On an integral representation of the normalized trace of the $k$-th symmetric tensor power of matrices and some applications

TL;DR

This paper derives an integral formula for the normalized trace of symmetric tensor powers of matrices, connecting it to symmetric polynomials, and applies it to prove a combinatorial theorem and address an open problem in polynomial monotonicity.

Contribution

It introduces a novel integral representation for the trace of symmetric tensor powers, enabling new proofs and generalizations in combinatorics and polynomial analysis.

Findings

Provided an integral expression for the normalized trace of symmetric tensor powers.

Presented a new proof of the MacMahon Master Theorem.

Solved an open problem on the monotonicity of products of complete symmetric polynomials.

Abstract

Let $A$ be an $n\times n$ matrix and let $\vee^k A$ be its $k$-th symmetric tensor product.
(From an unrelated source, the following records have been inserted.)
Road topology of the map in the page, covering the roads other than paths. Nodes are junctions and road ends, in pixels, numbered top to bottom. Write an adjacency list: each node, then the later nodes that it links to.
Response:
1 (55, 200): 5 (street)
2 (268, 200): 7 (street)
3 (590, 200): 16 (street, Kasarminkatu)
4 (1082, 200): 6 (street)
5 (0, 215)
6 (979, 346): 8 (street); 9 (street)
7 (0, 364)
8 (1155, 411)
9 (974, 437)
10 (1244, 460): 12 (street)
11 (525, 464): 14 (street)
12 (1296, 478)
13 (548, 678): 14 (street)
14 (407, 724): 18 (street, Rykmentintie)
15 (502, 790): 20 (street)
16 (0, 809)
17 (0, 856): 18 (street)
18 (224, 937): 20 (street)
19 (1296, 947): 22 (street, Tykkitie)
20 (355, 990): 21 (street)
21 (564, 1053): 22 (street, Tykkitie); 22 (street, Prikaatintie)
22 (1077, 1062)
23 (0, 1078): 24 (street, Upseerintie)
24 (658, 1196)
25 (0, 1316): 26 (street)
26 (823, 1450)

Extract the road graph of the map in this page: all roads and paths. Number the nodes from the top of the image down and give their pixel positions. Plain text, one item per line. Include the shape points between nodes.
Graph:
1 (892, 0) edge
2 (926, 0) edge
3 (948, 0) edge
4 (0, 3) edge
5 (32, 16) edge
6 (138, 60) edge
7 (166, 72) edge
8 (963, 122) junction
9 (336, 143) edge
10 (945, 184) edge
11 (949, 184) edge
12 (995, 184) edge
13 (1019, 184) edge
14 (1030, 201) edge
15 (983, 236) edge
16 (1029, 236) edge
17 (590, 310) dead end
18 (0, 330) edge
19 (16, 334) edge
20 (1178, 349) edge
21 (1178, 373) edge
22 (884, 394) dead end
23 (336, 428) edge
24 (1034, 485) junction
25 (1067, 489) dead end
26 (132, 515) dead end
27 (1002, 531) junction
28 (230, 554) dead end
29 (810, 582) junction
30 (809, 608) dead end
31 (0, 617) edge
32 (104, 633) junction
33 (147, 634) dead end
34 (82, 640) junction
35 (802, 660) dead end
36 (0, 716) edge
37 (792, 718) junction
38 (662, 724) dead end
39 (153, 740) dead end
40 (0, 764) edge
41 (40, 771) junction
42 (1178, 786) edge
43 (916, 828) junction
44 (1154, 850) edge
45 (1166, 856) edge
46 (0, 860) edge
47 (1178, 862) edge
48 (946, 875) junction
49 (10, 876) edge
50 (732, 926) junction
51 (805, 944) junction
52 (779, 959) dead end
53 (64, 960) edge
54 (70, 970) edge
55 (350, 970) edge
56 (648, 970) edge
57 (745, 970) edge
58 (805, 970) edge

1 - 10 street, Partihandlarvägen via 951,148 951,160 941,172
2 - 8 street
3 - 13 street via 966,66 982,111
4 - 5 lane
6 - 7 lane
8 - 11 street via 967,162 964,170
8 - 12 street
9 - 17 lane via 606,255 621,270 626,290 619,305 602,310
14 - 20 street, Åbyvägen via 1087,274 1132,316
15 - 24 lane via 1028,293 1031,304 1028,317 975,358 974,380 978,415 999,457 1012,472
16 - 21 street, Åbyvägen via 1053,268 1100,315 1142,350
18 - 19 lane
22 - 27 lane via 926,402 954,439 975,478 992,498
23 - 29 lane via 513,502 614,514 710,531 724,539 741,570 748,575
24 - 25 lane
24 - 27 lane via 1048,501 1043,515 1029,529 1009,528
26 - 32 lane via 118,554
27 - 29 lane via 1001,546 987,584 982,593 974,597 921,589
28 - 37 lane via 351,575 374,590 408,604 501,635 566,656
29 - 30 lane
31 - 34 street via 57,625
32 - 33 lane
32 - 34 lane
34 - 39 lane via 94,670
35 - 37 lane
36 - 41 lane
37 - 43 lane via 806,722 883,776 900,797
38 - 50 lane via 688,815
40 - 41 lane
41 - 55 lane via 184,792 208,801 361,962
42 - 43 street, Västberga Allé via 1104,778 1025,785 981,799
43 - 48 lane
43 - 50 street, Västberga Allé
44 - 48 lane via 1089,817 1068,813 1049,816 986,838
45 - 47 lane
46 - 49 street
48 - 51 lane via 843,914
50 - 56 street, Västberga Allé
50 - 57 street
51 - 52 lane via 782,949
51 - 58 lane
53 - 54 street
We express the normalized trace of $\vee^k A$ as an integral of the $k$-th powers of the numerical values of $A$ over the unit sphere $\mathbb{S}^{n}$ of $\mathbb{C}^{n}$ with respect to the normalized Euclidean surface measure. Equivalently, this expression in turn can be interpreted as an integral representation for the (normalized) complete symmetric polynomials over $\mathbb{C}^n$. As applications, we present a new proof for the MacMahon Master Theorem in enumerative combinatorics. Then, our next application deals with a generalization of the work of Cuttler et al. in \cite{cuttler} concerning the monotonicity of products of complete symmetric polynomials. In the process, we give a solution to an open problem that was raised by I. Roven\c{t}a and L. E. Temereanca in \cite{roventa}.